The behavior will change in pandas 3.0. This inplace method will never work because the intermediate object on which we are setting values always behaves as a copy.

For example, when doing 'df[col].method(value, inplace=True)', try using 'df.method({col: value}, inplace=True)' or df[col] = df[col].method(value) instead, to perform the operation inplace on the original object.


  df['rating'].fillna(df['rating'].mean(), inplace=True)


In [7]:
df.isnull().sum()

anime_id    0
name        0
genre       0
type        0
episodes    0
rating      0
members     0
dtype: int64

Step 2: Feature Extraction

In [8]:
from sklearn.preprocessing import MultiLabelBinarizer

# Convert genre string into list
df['genre'] = df['genre'].fillna('Unknown').apply(lambda x: x.split(','))

# One-hot encode genres
mlb = MultiLabelBinarizer()
genre_encoded = mlb.fit_transform(df['genre'])

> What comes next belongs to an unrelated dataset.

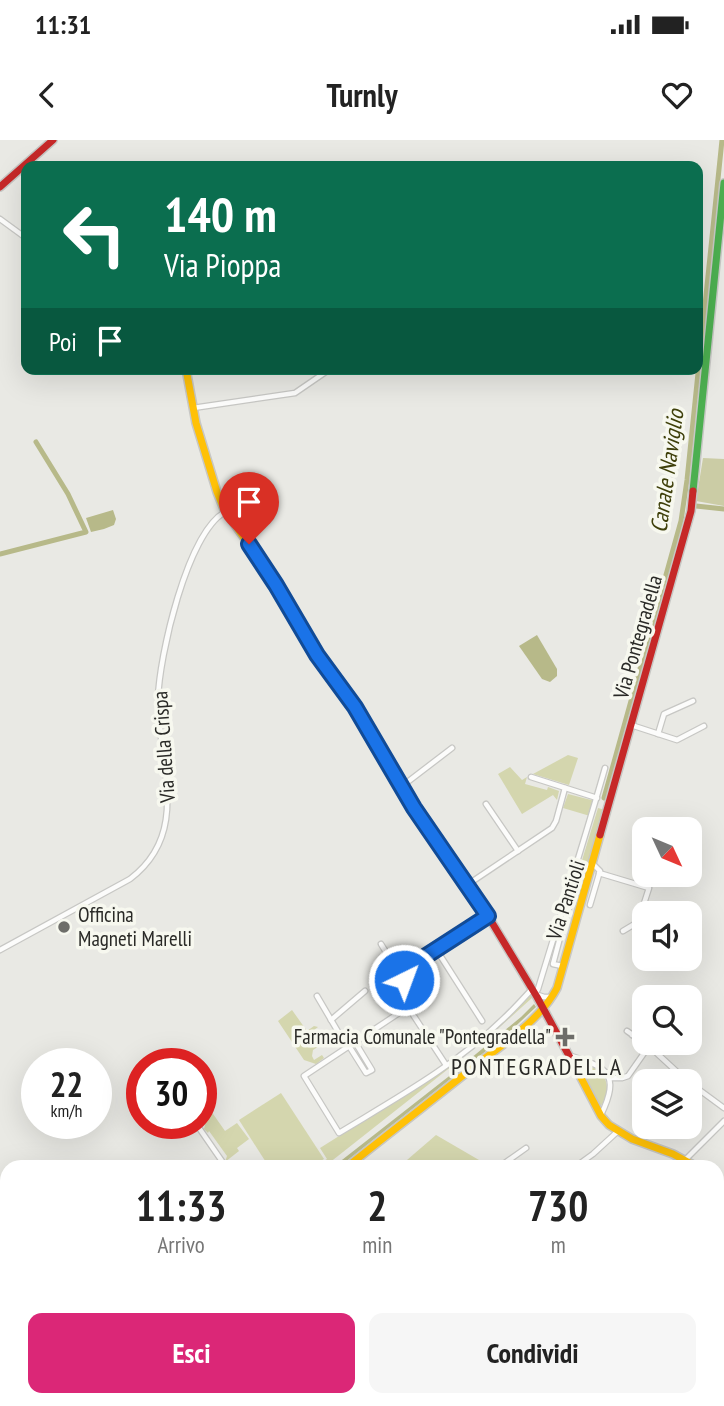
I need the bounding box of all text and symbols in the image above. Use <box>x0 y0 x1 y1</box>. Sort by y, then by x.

# Combine genre features with rating
from sklearn.preprocessing import StandardScaler
numerical_features = df[['rating', 'members']].fillna(0).values
numerical_features_scaled = StandardScaler().fit_transform(numerical_features)

# Final feature matrix
X = np.hstack([genre_encoded, numerical_features_scaled])


Step 3: Compute Cosine Similarity

In [9]:
from sklearn.metrics.pairwise import cosine_similarity

# Compute cosine similarity between all anime
cos_sim = cosine_similarity(X, X)

# Create a mapping from anime name to index
anime_indices = pd.Series(df.index, index=df['name']).drop_duplicates()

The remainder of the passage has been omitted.